Formatting for AWBERC nutrient data - USEPA/SuRGE GitHub Wiki
Brian Morris completed chain of custody forms for 2021 AWBERC nutrient data. The formatting conventions were inconsistent among the forms and sometimes were at odds with those used in the lab. In some cases, the lab overrode the formatting used in the chain of custody. I noted most of these instances in the chain of custody forms. Below are the conventions used in the lab.
Unknowns and field duplicates are assigned TYPE == UKN in the nutrient data file. Field duplicates can be distinguished from the corresponding unknown by the values in the REP field. The unknown is assigned REP == 1|A and the field duplicate REP == 2|B; other identifiers are identical. The use of numbers or letters to discriminate unknowns and field duplicates is done intentionally.
Laboratory duplicates are occasionally conducted. These samples are assigned TYPE == DUP, but all other identifiers are identical to the original sample.
To aggregate laboratory duplicates, first we need to convert type
to unknown:
data <- data %>% mutate(sample_type = case_when(sample_type == "duplicate" ~ "unknown", TRUE ~ sample_type))
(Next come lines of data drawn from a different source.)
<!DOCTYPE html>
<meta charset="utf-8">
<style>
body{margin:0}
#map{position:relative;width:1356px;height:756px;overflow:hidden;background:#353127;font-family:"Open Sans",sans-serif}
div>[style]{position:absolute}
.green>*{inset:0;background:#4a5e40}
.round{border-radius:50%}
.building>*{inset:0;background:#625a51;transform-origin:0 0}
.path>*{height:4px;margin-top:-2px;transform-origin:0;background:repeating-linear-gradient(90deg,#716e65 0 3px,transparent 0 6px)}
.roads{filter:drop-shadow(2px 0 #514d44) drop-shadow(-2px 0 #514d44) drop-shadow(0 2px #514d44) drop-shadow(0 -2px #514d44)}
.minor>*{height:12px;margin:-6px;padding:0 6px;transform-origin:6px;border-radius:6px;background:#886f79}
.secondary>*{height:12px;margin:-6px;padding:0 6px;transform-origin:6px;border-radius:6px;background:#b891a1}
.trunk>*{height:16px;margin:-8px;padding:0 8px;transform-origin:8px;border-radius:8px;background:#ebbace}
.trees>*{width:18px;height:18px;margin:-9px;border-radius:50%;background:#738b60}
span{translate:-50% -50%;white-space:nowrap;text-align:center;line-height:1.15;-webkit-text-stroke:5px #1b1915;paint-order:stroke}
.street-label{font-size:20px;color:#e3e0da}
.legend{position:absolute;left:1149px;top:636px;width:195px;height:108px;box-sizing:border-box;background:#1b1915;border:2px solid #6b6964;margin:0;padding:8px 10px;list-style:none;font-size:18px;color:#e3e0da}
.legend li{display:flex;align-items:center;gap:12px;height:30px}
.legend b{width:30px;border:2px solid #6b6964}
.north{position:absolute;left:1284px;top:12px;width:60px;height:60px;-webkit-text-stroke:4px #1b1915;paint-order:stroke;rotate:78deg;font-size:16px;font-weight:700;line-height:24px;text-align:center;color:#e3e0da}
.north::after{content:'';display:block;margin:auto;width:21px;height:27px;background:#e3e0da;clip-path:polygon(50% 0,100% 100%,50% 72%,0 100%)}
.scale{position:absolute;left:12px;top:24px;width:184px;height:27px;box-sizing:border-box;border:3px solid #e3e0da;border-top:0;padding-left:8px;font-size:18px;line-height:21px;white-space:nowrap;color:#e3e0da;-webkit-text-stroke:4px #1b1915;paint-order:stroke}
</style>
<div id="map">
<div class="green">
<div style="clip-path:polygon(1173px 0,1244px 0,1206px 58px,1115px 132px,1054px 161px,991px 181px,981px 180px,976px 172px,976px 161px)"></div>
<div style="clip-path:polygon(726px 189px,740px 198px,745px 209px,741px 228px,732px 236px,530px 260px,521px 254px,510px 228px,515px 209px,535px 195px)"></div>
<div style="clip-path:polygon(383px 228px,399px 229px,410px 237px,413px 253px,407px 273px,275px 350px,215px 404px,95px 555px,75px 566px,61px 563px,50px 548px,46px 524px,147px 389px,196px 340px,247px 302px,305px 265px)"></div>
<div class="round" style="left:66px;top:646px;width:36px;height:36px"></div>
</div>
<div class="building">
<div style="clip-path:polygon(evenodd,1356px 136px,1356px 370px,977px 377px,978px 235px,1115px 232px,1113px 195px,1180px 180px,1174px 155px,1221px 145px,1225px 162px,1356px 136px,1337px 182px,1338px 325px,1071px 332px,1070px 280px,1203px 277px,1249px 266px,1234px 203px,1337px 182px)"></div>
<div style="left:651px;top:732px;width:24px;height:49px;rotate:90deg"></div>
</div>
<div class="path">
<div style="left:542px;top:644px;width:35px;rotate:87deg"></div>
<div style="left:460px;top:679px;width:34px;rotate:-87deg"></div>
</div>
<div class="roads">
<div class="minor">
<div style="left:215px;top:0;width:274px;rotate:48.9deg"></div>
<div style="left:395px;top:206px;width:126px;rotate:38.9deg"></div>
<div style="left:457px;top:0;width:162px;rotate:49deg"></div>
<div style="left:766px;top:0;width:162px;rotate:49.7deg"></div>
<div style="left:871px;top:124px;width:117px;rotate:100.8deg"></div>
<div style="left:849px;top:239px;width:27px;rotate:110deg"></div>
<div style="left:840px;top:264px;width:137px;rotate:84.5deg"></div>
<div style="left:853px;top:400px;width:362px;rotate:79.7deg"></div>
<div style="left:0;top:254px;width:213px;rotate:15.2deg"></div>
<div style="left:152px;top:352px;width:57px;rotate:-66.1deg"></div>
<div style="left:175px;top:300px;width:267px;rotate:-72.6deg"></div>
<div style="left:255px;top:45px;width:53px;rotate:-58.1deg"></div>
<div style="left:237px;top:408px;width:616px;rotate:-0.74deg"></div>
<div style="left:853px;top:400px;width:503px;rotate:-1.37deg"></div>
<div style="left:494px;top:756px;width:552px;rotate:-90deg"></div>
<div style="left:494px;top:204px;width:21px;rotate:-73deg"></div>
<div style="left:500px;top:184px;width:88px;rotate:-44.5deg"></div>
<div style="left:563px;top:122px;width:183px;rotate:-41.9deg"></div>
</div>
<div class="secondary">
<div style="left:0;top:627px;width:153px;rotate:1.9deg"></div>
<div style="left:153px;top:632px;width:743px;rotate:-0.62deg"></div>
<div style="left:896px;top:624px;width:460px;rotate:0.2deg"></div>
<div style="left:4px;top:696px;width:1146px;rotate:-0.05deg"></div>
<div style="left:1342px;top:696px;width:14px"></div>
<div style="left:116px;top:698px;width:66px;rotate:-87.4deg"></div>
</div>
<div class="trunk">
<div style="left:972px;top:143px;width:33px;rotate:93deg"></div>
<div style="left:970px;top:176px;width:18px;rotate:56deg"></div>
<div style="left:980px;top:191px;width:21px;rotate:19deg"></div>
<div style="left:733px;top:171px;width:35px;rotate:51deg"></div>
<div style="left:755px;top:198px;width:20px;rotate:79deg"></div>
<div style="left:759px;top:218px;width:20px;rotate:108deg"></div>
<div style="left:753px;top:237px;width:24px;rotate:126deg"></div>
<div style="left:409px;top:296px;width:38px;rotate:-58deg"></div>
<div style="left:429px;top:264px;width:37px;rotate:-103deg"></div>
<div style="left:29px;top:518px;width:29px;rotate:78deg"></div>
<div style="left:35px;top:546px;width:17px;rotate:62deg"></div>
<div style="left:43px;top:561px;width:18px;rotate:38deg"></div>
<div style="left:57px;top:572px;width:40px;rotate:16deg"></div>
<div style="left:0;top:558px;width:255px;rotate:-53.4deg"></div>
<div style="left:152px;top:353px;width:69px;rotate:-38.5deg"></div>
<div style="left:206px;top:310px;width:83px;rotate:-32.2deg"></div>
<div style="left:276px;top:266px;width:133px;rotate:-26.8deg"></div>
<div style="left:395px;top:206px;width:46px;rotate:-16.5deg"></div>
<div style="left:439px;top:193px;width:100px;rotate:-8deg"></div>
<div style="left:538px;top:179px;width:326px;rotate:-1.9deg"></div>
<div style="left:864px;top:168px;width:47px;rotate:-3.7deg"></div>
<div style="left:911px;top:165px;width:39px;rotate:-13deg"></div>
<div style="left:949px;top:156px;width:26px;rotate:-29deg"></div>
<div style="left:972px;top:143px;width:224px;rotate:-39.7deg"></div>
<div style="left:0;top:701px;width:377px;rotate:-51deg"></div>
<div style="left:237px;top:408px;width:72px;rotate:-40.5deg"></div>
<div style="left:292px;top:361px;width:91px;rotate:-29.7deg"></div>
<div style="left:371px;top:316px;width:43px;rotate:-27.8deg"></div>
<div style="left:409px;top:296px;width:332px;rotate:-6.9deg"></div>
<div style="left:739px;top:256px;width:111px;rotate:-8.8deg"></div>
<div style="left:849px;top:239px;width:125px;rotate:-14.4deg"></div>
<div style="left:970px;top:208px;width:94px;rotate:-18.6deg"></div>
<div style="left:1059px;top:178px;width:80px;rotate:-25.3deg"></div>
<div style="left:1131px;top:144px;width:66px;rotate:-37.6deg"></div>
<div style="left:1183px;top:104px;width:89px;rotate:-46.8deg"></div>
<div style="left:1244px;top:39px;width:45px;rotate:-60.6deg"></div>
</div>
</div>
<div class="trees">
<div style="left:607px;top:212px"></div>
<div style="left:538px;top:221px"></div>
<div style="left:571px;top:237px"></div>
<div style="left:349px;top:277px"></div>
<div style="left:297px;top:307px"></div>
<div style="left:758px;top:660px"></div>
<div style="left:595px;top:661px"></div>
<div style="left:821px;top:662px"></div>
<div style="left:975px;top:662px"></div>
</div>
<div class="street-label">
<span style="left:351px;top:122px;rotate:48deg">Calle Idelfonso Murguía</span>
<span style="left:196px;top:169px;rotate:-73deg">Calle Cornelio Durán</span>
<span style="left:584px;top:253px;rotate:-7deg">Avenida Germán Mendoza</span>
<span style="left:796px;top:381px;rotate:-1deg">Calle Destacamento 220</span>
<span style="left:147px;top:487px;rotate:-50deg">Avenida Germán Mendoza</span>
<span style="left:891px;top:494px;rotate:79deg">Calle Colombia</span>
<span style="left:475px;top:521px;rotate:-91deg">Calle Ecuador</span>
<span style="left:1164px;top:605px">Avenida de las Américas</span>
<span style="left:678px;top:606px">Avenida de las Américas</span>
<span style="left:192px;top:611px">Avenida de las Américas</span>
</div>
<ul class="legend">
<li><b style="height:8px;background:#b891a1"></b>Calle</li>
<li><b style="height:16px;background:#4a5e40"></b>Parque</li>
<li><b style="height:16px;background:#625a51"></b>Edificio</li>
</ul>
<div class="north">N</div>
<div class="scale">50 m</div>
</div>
Now we can group by lake_id, site_id, sample_depth, rep, analyte, and sample_type to aggregate the lab dup, while preserving the field duplicate.
data <- data %>% group_by(lake_id, site_id, sample_depth, sample_type, rep, analyte) %>% summarize(finalConc = mean(finalConc, na.rm = T))
Now we can recode sample type to identify field duplicate. It will have a rep value of 2 or B:
data <- data %>% mutate(sample_type = case_when(rep %in% c(2, "B") ~ "duplicate", TRUE ~ sample_type)) %>% select(-rep)